If a line in the data holds "bridge", copy that line out in full.

(Entries shown):
+===+

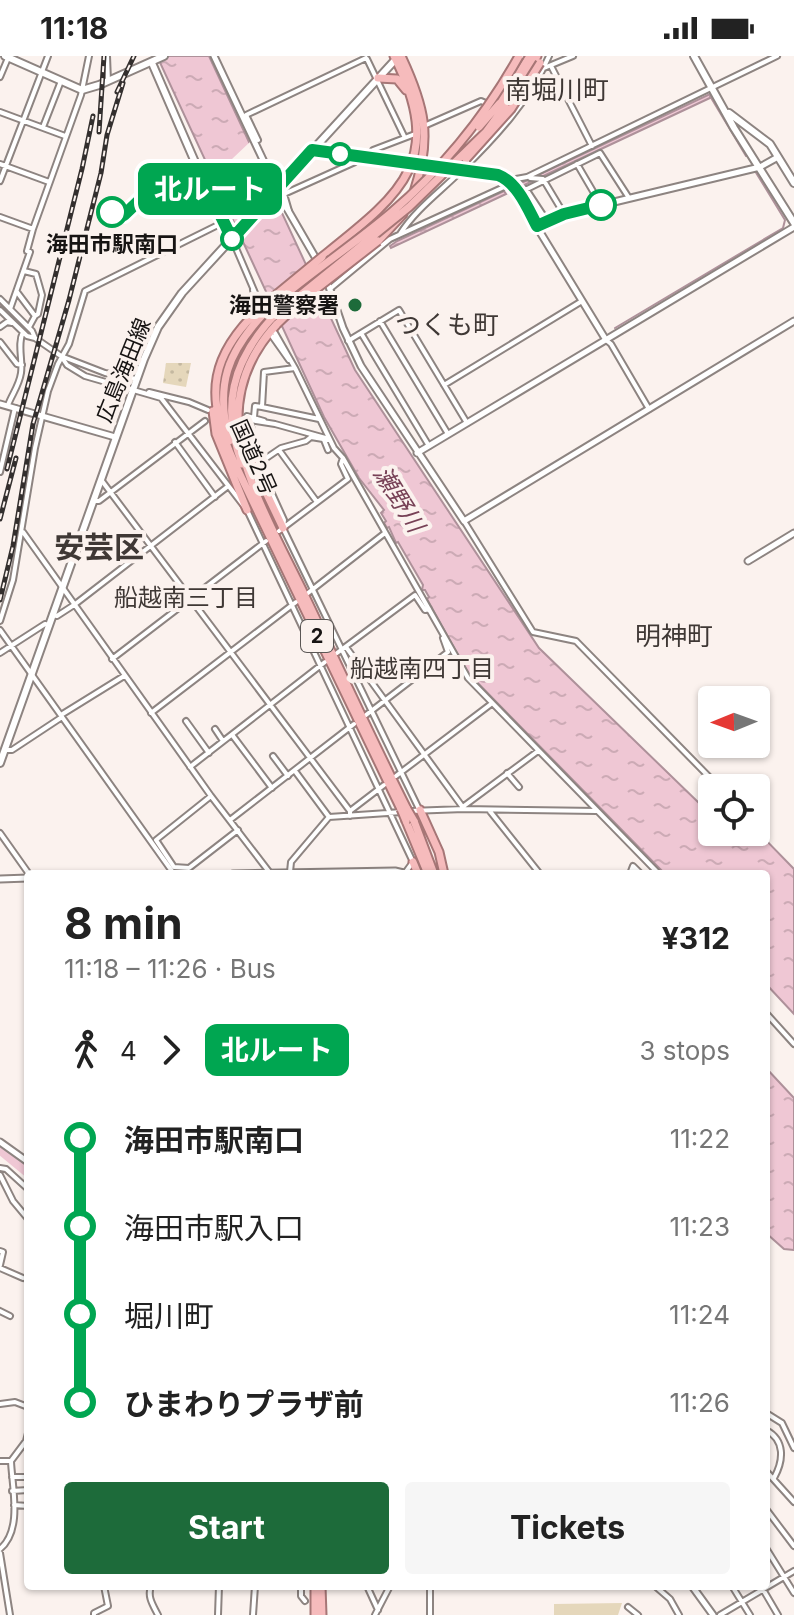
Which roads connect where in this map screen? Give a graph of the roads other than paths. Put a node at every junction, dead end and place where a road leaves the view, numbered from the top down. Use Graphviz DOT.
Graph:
graph roads {
  1 [pos="48,56"];
  2 [pos="89,56"];
  3 [pos="107,56"];
  4 [pos="164,56"];
  5 [pos="214,56"];
  6 [pos="518,56"];
  7 [pos="530,56"];
  8 [pos="573,56"];
  9 [pos="694,56"];
  10 [pos="777,56"];
  11 [pos="7,57"];
  12 [pos="366,57"];
  13 [pos="397,57"];
  14 [pos="153,60"];
  15 [pos="543,60"];
  16 [pos="551,66"];
  17 [pos="41,72"];
  18 [pos="0,77"];
  19 [pos="378,79"];
  20 [pos="61,81"];
  21 [pos="108,81"];
  22 [pos="82,90"];
  23 [pos="714,90"];
  24 [pos="488,104"];
  25 [pos="722,104"];
  26 [pos="0,112"];
  27 [pos="417,118"];
  28 [pos="23,121"];
  29 [pos="424,126"];
  30 [pos="42,127"];
  31 [pos="250,129"];
  32 [pos="417,134"];
  33 [pos="65,136"];
  34 [pos="404,136"];
  35 [pos="258,140"];
  36 [pos="592,146"];
  37 [pos="312,150"];
  38 [pos="358,156"];
  39 [pos="369,157"];
  40 [pos="778,157"];
  41 [pos="411,163"];
  42 [pos="421,164"];
  43 [pos="577,164"];
  44 [pos="3,165"];
  45 [pos="436,166"];
  46 [pos="559,167"];
  47 [pos="760,167"];
  48 [pos="198,169"];
  49 [pos="462,170"];
  50 [pos="429,175"];
  51 [pos="529,177"];
  52 [pos="541,179"];
  53 [pos="0,181"];
  54 [pos="49,182"];
  55 [pos="510,183"];
  56 [pos="794,183"];
  57 [pos="526,189"];
  58 [pos="274,192"];
  59 [pos="147,193"];
  60 [pos="212,193"];
  61 [pos="519,193"];
  62 [pos="629,198"];
  63 [pos="601,205"];
  64 [pos="289,213"];
  65 [pos="564,214"];
  66 [pos="0,217"];
  67 [pos="547,221"];
  68 [pos="794,225"];
  69 [pos="537,226"];
  70 [pos="33,229"];
  71 [pos="399,235"];
  72 [pos="234,237"];
  73 [pos="377,238"];
  74 [pos="24,271"];
  75 [pos="331,288"];
  76 [pos="17,292"];
  77 [pos="0,299"];
  78 [pos="582,301"];
  79 [pos="266,310"];
  80 [pos="6,312"];
  81 [pos="35,316"];
  82 [pos="380,321"];
  83 [pos="794,321"];
  84 [pos="0,327"];
  85 [pos="29,327"];
  86 [pos="23,332"];
  87 [pos="361,333"];
  88 [pos="274,334"];
  89 [pos="35,338"];
  90 [pos="606,340"];
  91 [pos="348,341"];
  92 [pos="0,342"];
  93 [pos="61,356"];
  94 [pos="22,365"];
  95 [pos="295,368"];
  96 [pos="444,385"];
  97 [pos="135,386"];
  98 [pos="0,404"];
  99 [pos="12,407"];
  100 [pos="262,407"];
  101 [pos="649,409"];
  102 [pos="232,411"];
  103 [pos="42,415"];
  104 [pos="321,420"];
  105 [pos="205,421"];
  106 [pos="467,423"];
  107 [pos="187,434"];
  108 [pos="448,434"];
  109 [pos="115,437"];
  110 [pos="327,438"];
  111 [pos="175,442"];
  112 [pos="429,446"];
  113 [pos="279,450"];
  114 [pos="328,450"];
  115 [pos="417,453"];
  116 [pos="343,458"];
  117 [pos="259,463"];
  118 [pos="0,469"];
  119 [pos="100,479"];
  120 [pos="228,487"];
  121 [pos="111,493"];
  122 [pos="215,497"];
  123 [pos="92,501"];
  124 [pos="317,502"];
  125 [pos="247,510"];
  126 [pos="464,521"];
  127 [pos="279,530"];
  128 [pos="22,531"];
  129 [pos="386,533"];
  130 [pos="791,535"];
  131 [pos="264,542"];
  132 [pos="151,545"];
  133 [pos="794,547"];
  134 [pos="748,561"];
  135 [pos="62,588"];
  136 [pos="310,591"];
  137 [pos="191,599"];
  138 [pos="294,603"];
  139 [pos="74,605"];
  140 [pos="429,609"];
  141 [pos="52,615"];
  142 [pos="0,621"];
  143 [pos="49,625"];
  144 [pos="0,630"];
  145 [pos="441,631"];
  146 [pos="11,646"];
  147 [pos="342,650"];
  148 [pos="231,652"];
  149 [pos="0,653"];
  150 [pos="112,659"];
  151 [pos="324,664"];
  152 [pos="31,674"];
  153 [pos="124,676"];
  154 [pos="386,700"];
  155 [pos="491,704"];
  156 [pos="271,705"];
  157 [pos="151,713"];
  158 [pos="368,714"];
  159 [pos="61,716"];
  160 [pos="186,721"];
  161 [pos="353,726"];
  162 [pos="215,729"];
  163 [pos="232,735"];
  164 [pos="223,741"];
  165 [pos="5,750"];
  166 [pos="538,751"];
  167 [pos="209,753"];
  168 [pos="425,753"];
  169 [pos="273,756"];
  170 [pos="310,759"];
  171 [pos="0,763"];
  172 [pos="190,767"];
  173 [pos="294,771"];
  174 [pos="507,773"];
  175 [pos="706,774"];
  176 [pos="398,775"];
  177 [pos="288,776"];
  178 [pos="382,787"];
  179 [pos="519,787"];
  180 [pos="272,788"];
  181 [pos="211,796"];
  182 [pos="464,807"];
  183 [pos="404,809"];
  184 [pos="420,810"];
  185 [pos="489,810"];
  186 [pos="598,811"];
  187 [pos="391,813"];
  188 [pos="350,814"];
  189 [pos="329,817"];
  190 [pos="230,820"];
  191 [pos="238,830"];
  192 [pos="1,835"];
  193 [pos="413,862"];
  194 [pos="25,870"];
  195 [pos="174,870"];
  196 [pos="174,870"];
  197 [pos="180,870"];
  198 [pos="268,870"];
  199 [pos="290,870"];
  200 [pos="408,870"];
  201 [pos="416,870"];
  202 [pos="429,870"];
  203 [pos="443,870"];
  204 [pos="537,870"];
  205 [pos="655,870"];
  206 [pos="24,877"];
  207 [pos="0,879"];
  208 [pos="770,1017"];
  209 [pos="794,1044"];
  210 [pos="3,1144"];
  211 [pos="0,1153"];
  212 [pos="24,1159"];
  213 [pos="0,1168"];
  214 [pos="0,1175"];
  215 [pos="24,1185"];
  216 [pos="24,1214"];
  217 [pos="0,1251"];
  218 [pos="0,1267"];
  219 [pos="23,1278"];
  220 [pos="0,1311"];
  221 [pos="10,1316"];
  222 [pos="0,1404"];
  223 [pos="24,1405"];
  224 [pos="770,1416"];
  225 [pos="770,1432"];
  226 [pos="24,1445"];
  227 [pos="794,1448"];
  228 [pos="0,1461"];
  229 [pos="11,1461"];
  230 [pos="770,1474"];
  231 [pos="12,1477"];
  232 [pos="24,1477"];
  233 [pos="774,1478"];
  234 [pos="24,1490"];
  235 [pos="12,1491"];
  236 [pos="794,1502"];
  237 [pos="14,1505"];
  238 [pos="24,1506"];
  239 [pos="770,1514"];
  240 [pos="794,1546"];
  241 [pos="0,1551"];
  242 [pos="770,1554"];
  243 [pos="794,1571"];
  244 [pos="784,1576"];
  245 [pos="2,1580"];
  246 [pos="770,1584"];
  247 [pos="105,1590"];
  248 [pos="151,1590"];
  249 [pos="219,1590"];
  250 [pos="255,1590"];
  251 [pos="301,1590"];
  252 [pos="315,1590"];
  253 [pos="321,1590"];
  254 [pos="368,1590"];
  255 [pos="388,1590"];
  256 [pos="430,1590"];
  257 [pos="660,1590"];
  258 [pos="695,1590"];
  259 [pos="735,1590"];
  260 [pos="759,1590"];
  261 [pos="763,1590"];
  262 [pos="794,1593"];
  263 [pos="305,1601"];
  264 [pos="742,1601"];
  265 [pos="628,1607"];
  266 [pos="376,1612"];
  267 [pos="10,1615"];
  268 [pos="94,1615"];
  269 [pos="158,1615"];
  270 [pos="218,1615"];
  271 [pos="253,1615"];
  272 [pos="315,1615"];
  273 [pos="322,1615"];
  274 [pos="430,1615"];
  275 [pos="638,1615"];
  276 [pos="679,1615"];
  277 [pos="713,1615"];
  278 [pos="720,1615"];
  279 [pos="750,1615"];
  280 [pos="778,1615"];
  1 -- 17 [label="street"];
  2 -- 22 [label="street"];
  3 -- 21 [label="street"];
  4 -- 14 [label="main road"];
  5 -- 31 [label="street"];
  6 -- 24 [label="street"];
  6 -- 50 [label="highway, bridge"];
  7 -- 50 [label="highway, 2, bridge"];
  8 -- 16 [label="street"];
  9 -- 23 [label="main road"];
  10 -- 23 [label="street"];
  11 -- 17 [label="main road"];
  11 -- 18 [label="street"];
  12 -- 19 [label="street"];
  12 -- 31 [label="street"];
  13 -- 19 [label="main road, 広島海田線"];
  13 -- 27 [label="highway, 国道2号 / 2"];
  13 -- 29 [label="highway, 2"];
  14 -- 21 [label="main road"];
  14 -- 48 [label="main road"];
  15 -- 16 [label="street"];
  15 -- 49 [label="street"];
  15 -- 73 [label="highway, bridge"];
  16 -- 36 [label="street"];
  17 -- 20 [label="main road"];
  17 -- 28 [label="street"];
  19 -- 27 [label="highway"];
  19 -- 34 [label="street"];
  19 -- 37 [label="main road, 広島海田線"];
  20 -- 22 [label="main road"];
  20 -- 30 [label="street"];
  21 -- 22 [label="main road"];
  22 -- 33 [label="street"];
  23 -- 25 [label="main road"];
  23 -- 36 [label="street"];
  24 -- 29 [label="street"];
  24 -- 45 [label="street"];
  25 -- 40 [label="main road"];
  25 -- 47 [label="main road"];
  26 -- 28 [label="street"];
  27 -- 32 [label="highway, 国道2号 / 2"];
  28 -- 30 [label="street"];
  28 -- 44 [label="street"];
  29 -- 42 [label="highway, 2"];
  30 -- 33 [label="street"];
  31 -- 35 [label="street"];
  31 -- 58 [label="street"];
  32 -- 34 [label="street"];
  32 -- 41 [label="highway, 国道2号 / 2"];
  33 -- 54 [label="street"];
  34 -- 39 [label="street"];
  36 -- 46 [label="street"];
  37 -- 38 [label="street"];
  37 -- 58 [label="main road, 広島海田線"];
  38 -- 39 [label="street"];
  38 -- 64 [label="street"];
  39 -- 41 [label="street"];
  40 -- 47 [label="street"];
  40 -- 56 [label="main road"];
  41 -- 42 [label="street"];
  41 -- 79 [label="highway, 国道2号 / 2, bridge"];
  42 -- 45 [label="street"];
  42 -- 73 [label="highway, 2"];
  43 -- 46 [label="street"];
  43 -- 62 [label="street"];
  43 -- 63 [label="street"];
  44 -- 53 [label="street"];
  44 -- 54 [label="street"];
  45 -- 49 [label="street"];
  46 -- 51 [label="street"];
  46 -- 52 [label="street"];
  47 -- 62 [label="street"];
  47 -- 68 [label="main road"];
  48 -- 59 [label="main road"];
  48 -- 60 [label="street"];
  49 -- 55 [label="street"];
  49 -- 71 [label="street"];
  50 -- 79 [label="highway, 2, bridge"];
  51 -- 52 [label="street"];
  51 -- 55 [label="street"];
  52 -- 57 [label="street"];
  52 -- 65 [label="street"];
  54 -- 70 [label="street"];
  55 -- 61 [label="street"];
  55 -- 71 [label="street"];
  57 -- 61 [label="street"];
  57 -- 67 [label="street"];
  58 -- 64 [label="street"];
  58 -- 72 [label="main road, 広島海田線"];
  60 -- 72 [label="street"];
  60 -- 93 [label="street"];
  61 -- 69 [label="street"];
  62 -- 63 [label="street"];
  63 -- 65 [label="street"];
  64 -- 75 [label="street"];
  65 -- 67 [label="street"];
  66 -- 70 [label="street"];
  67 -- 69 [label="street"];
  68 -- 90 [label="street"];
  69 -- 78 [label="street"];
  70 -- 74 [label="street"];
  71 -- 75 [label="street"];
  72 -- 79 [label="street"];
  72 -- 97 [label="main road, 広島海田線"];
  73 -- 79 [label="highway, 2, bridge"];
  74 -- 76 [label="street"];
  74 -- 81 [label="street"];
  75 -- 91 [label="street"];
  76 -- 80 [label="street"];
  76 -- 81 [label="street"];
  77 -- 80 [label="street"];
  78 -- 90 [label="street"];
  78 -- 96 [label="street"];
  79 -- 102 [label="highway, 国道2号 / 2"];
  79 -- 102 [label="highway, 2"];
  80 -- 84 [label="street"];
  80 -- 85 [label="street"];
  80 -- 86 [label="street"];
  81 -- 85 [label="street"];
  82 -- 87 [label="street"];
  82 -- 96 [label="street"];
  82 -- 108 [label="street"];
  83 -- 101 [label="street"];
  85 -- 89 [label="street"];
  86 -- 89 [label="street"];
  86 -- 94 [label="street"];
  87 -- 91 [label="street"];
  87 -- 112 [label="street"];
  88 -- 95 [label="street"];
  89 -- 93 [label="street"];
  90 -- 101 [label="street"];
  90 -- 106 [label="street"];
  91 -- 115 [label="street"];
  92 -- 94 [label="street"];
  93 -- 97 [label="street"];
  93 -- 97 [label="street"];
  93 -- 103 [label="street"];
  94 -- 99 [label="street"];
  95 -- 100 [label="street"];
  95 -- 104 [label="street"];
  96 -- 106 [label="street"];
  97 -- 102 [label="street"];
  97 -- 107 [label="street"];
  97 -- 109 [label="main road, 広島海田線"];
  98 -- 99 [label="street"];
  99 -- 103 [label="street"];
  99 -- 118 [label="street"];
  100 -- 102 [label="street"];
  100 -- 104 [label="street"];
  101 -- 126 [label="street"];
  102 -- 110 [label="street"];
  102 -- 117 [label="street"];
  102 -- 125 [label="highway"];
  102 -- 127 [label="highway, 2"];
  102 -- 183 [label="highway, 国道2号 / 2"];
  103 -- 109 [label="street"];
  103 -- 128 [label="street"];
  104 -- 110 [label="street"];
  105 -- 107 [label="street"];
  106 -- 108 [label="street"];
  107 -- 111 [label="street"];
  107 -- 120 [label="street"];
  108 -- 112 [label="street"];
  109 -- 119 [label="main road, 広島海田線"];
  110 -- 113 [label="street"];
  110 -- 114 [label="street"];
  110 -- 116 [label="street"];
  111 -- 121 [label="street"];
  111 -- 122 [label="street"];
  112 -- 115 [label="street"];
  113 -- 117 [label="street"];
  113 -- 124 [label="street"];
  115 -- 126 [label="street"];
  116 -- 124 [label="street"];
  116 -- 129 [label="street"];
  117 -- 127 [label="street"];
  119 -- 121 [label="street"];
  119 -- 123 [label="main road, 広島海田線"];
  120 -- 122 [label="street"];
  120 -- 125 [label="street"];
  121 -- 123 [label="street"];
  121 -- 132 [label="street"];
  122 -- 132 [label="street"];
  123 -- 135 [label="main road, 広島海田線"];
  124 -- 127 [label="street"];
  125 -- 131 [label="street"];
  126 -- 175 [label="street"];
  127 -- 136 [label="street"];
  127 -- 183 [label="highway, 国道2号 / 2"];
  128 -- 135 [label="street"];
  128 -- 142 [label="street"];
  129 -- 136 [label="street"];
  129 -- 140 [label="street"];
  130 -- 133 [label="street"];
  130 -- 134 [label="street"];
  131 -- 137 [label="street"];
  131 -- 138 [label="street"];
  132 -- 137 [label="street"];
  132 -- 139 [label="street"];
  135 -- 139 [label="street"];
  135 -- 141 [label="main road, 広島海田線"];
  136 -- 147 [label="street"];
  137 -- 148 [label="street"];
  137 -- 150 [label="street"];
  138 -- 148 [label="street"];
  138 -- 151 [label="street"];
  139 -- 141 [label="street"];
  139 -- 150 [label="street"];
  140 -- 145 [label="street"];
  140 -- 147 [label="street"];
  141 -- 143 [label="main road, 広島海田線"];
  143 -- 146 [label="street"];
  143 -- 152 [label="main road, 広島海田線"];
  144 -- 146 [label="street"];
  145 -- 154 [label="street"];
  145 -- 155 [label="street"];
  146 -- 149 [label="street"];
  146 -- 152 [label="street"];
  147 -- 154 [label="street"];
  147 -- 158 [label="street"];
  148 -- 156 [label="street"];
  148 -- 157 [label="street"];
  150 -- 153 [label="street"];
  151 -- 156 [label="street"];
  151 -- 161 [label="street"];
  152 -- 159 [label="street"];
  152 -- 165 [label="main road, 広島海田線"];
  153 -- 157 [label="street"];
  153 -- 159 [label="street"];
  154 -- 158 [label="street"];
  154 -- 168 [label="street"];
  155 -- 166 [label="street"];
  155 -- 168 [label="street"];
  156 -- 163 [label="street"];
  156 -- 170 [label="street"];
  157 -- 172 [label="street"];
  158 -- 176 [label="street"];
  159 -- 165 [label="street"];
  159 -- 195 [label="street"];
  160 -- 167 [label="street"];
  161 -- 170 [label="street"];
  161 -- 178 [label="street"];
  162 -- 164 [label="street"];
  163 -- 164 [label="street"];
  163 -- 180 [label="street"];
  164 -- 167 [label="street"];
  165 -- 171 [label="main road, 広島海田線"];
  166 -- 174 [label="street"];
  166 -- 186 [label="street"];
  167 -- 172 [label="street"];
  168 -- 176 [label="street"];
  168 -- 182 [label="street"];
  169 -- 177 [label="street"];
  170 -- 173 [label="street"];
  170 -- 188 [label="street"];
  172 -- 181 [label="street"];
  173 -- 177 [label="street"];
  173 -- 189 [label="street"];
  174 -- 179 [label="street"];
  174 -- 182 [label="street"];
  176 -- 184 [label="street"];
  177 -- 180 [label="street"];
  178 -- 187 [label="street"];
  178 -- 188 [label="street"];
  180 -- 190 [label="street"];
  181 -- 190 [label="street"];
  181 -- 196 [label="street"];
  182 -- 184 [label="street"];
  182 -- 185 [label="street"];
  183 -- 202 [label="highway, 国道2号 / 2, bridge"];
  184 -- 187 [label="street"];
  184 -- 203 [label="highway"];
  185 -- 186 [label="street"];
  185 -- 204 [label="street"];
  186 -- 205 [label="street"];
  187 -- 188 [label="street"];
  187 -- 193 [label="street"];
  188 -- 189 [label="street"];
  189 -- 199 [label="street"];
  190 -- 191 [label="street"];
  191 -- 197 [label="street"];
  191 -- 198 [label="street"];
  192 -- 194 [label="street"];
  193 -- 200 [label="street"];
  193 -- 201 [label="highway"];
  206 -- 207 [label="street"];
  208 -- 209 [label="street"];
  210 -- 211 [label="street"];
  210 -- 212 [label="street"];
  213 -- 215 [label="street"];
  214 -- 216 [label="street"];
  217 -- 218 [label="street"];
  218 -- 219 [label="street"];
  220 -- 221 [label="street"];
  222 -- 223 [label="street"];
  224 -- 227 [label="street"];
  225 -- 233 [label="street"];
  226 -- 229 [label="street"];
  228 -- 229 [label="street"];
  229 -- 231 [label="street"];
  230 -- 233 [label="street"];
  231 -- 232 [label="street"];
  231 -- 235 [label="street"];
  233 -- 236 [label="street"];
  234 -- 235 [label="street"];
  235 -- 237 [label="street"];
  237 -- 238 [label="street"];
  237 -- 241 [label="street"];
  239 -- 240 [label="street"];
  241 -- 245 [label="street"];
  242 -- 244 [label="street"];
  243 -- 244 [label="street"];
  244 -- 246 [label="street"];
  244 -- 262 [label="street"];
  245 -- 267 [label="street"];
  247 -- 268 [label="street"];
  248 -- 269 [label="street"];
  249 -- 270 [label="street"];
  250 -- 271 [label="street"];
  251 -- 263 [label="street"];
  252 -- 272 [label="highway"];
  253 -- 273 [label="highway"];
  254 -- 266 [label="street"];
  255 -- 266 [label="street"];
  256 -- 274 [label="street"];
  257 -- 276 [label="street"];
  258 -- 277 [label="street"];
  259 -- 264 [label="street"];
  260 -- 264 [label="street"];
  261 -- 280 [label="street"];
  264 -- 278 [label="street"];
  264 -- 279 [label="street"];
  265 -- 275 [label="street"];
}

+===+

(Solution for this exercise):
  6 -- 50 [label="highway, bridge"];
  7 -- 50 [label="highway, 2, bridge"];
  15 -- 73 [label="highway, bridge"];
  41 -- 79 [label="highway, 国道2号 / 2, bridge"];
  50 -- 79 [label="highway, 2, bridge"];
  73 -- 79 [label="highway, 2, bridge"];
  183 -- 202 [label="highway, 国道2号 / 2, bridge"];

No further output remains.